EXERCISE GOAL. Go through the data line by line. Copy each one holding the string "Havelock".
== Segment start ==
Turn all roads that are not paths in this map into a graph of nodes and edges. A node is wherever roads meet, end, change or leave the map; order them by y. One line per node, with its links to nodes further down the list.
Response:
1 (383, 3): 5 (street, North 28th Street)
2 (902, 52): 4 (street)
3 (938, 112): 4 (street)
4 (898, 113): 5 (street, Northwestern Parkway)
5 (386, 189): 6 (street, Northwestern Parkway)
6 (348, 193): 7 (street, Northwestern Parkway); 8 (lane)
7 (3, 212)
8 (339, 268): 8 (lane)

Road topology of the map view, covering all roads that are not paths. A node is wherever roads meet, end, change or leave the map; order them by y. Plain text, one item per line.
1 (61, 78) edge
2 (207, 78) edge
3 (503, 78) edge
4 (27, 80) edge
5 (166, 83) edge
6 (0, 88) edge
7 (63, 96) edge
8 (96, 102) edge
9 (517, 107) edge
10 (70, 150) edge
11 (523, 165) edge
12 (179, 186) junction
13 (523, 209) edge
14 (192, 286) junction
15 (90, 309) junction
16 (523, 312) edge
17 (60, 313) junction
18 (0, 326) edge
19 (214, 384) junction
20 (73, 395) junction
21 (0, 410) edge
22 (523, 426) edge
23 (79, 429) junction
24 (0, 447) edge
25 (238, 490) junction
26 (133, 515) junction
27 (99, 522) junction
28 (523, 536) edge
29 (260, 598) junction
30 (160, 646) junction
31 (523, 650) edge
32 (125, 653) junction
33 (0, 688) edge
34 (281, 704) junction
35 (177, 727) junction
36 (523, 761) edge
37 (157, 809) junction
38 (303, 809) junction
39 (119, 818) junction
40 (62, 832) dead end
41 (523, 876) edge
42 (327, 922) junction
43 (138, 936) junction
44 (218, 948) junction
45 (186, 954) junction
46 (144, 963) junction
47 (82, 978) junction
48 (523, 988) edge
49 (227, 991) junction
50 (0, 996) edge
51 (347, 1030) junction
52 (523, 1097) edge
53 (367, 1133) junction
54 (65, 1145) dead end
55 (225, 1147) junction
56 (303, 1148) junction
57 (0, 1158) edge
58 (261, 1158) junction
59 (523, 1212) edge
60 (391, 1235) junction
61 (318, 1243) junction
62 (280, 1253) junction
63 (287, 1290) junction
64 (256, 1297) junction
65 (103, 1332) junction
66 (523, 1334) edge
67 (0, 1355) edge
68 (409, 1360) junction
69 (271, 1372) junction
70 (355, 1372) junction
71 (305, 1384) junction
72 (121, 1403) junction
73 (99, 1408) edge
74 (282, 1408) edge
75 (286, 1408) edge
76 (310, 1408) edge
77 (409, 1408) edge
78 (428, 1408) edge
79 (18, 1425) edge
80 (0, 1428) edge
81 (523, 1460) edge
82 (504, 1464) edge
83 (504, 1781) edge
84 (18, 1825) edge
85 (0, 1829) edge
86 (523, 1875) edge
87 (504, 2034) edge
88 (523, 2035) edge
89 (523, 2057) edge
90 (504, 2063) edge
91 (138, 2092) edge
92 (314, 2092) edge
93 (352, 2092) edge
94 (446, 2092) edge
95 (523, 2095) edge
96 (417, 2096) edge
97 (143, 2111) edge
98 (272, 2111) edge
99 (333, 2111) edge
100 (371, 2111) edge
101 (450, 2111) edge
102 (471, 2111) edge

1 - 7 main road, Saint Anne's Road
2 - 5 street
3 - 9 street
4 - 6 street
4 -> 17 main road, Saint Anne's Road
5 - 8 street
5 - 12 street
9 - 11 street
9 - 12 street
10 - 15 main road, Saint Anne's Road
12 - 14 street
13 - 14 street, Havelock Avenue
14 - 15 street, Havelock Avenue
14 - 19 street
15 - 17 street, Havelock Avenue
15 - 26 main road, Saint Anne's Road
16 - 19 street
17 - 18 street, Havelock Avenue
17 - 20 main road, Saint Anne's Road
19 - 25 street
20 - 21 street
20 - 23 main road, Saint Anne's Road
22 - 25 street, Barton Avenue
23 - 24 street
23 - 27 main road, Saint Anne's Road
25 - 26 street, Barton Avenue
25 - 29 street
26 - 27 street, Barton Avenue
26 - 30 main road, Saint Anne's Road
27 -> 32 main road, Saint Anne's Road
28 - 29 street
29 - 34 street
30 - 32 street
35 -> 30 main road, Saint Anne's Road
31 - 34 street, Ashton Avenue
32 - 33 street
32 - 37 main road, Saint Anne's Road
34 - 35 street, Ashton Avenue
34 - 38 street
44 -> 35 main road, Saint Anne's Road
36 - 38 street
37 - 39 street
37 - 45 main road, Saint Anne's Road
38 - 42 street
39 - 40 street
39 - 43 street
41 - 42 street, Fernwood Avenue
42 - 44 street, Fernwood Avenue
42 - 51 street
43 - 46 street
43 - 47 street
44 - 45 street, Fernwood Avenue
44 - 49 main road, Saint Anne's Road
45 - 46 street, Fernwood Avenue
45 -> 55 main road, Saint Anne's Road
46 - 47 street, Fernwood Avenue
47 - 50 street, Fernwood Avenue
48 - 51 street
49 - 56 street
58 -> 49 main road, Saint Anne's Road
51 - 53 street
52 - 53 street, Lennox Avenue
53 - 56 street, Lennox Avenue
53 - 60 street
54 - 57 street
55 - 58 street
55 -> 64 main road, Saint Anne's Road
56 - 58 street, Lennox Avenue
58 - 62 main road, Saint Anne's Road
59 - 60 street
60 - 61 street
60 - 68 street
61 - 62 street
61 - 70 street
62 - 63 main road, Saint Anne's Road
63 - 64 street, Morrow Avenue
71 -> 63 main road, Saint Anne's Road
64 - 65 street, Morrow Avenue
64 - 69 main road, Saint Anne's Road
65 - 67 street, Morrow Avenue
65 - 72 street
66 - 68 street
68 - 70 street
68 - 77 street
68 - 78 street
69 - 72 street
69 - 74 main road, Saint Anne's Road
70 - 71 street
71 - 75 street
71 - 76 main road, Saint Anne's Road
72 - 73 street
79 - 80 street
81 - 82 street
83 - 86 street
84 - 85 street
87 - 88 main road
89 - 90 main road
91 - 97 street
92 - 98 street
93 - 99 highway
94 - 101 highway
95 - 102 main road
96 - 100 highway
== Segment end ==
OUTPUT OF THE EXERCISE.
13 - 14 street, Havelock Avenue
14 - 15 street, Havelock Avenue
15 - 17 street, Havelock Avenue
17 - 18 street, Havelock Avenue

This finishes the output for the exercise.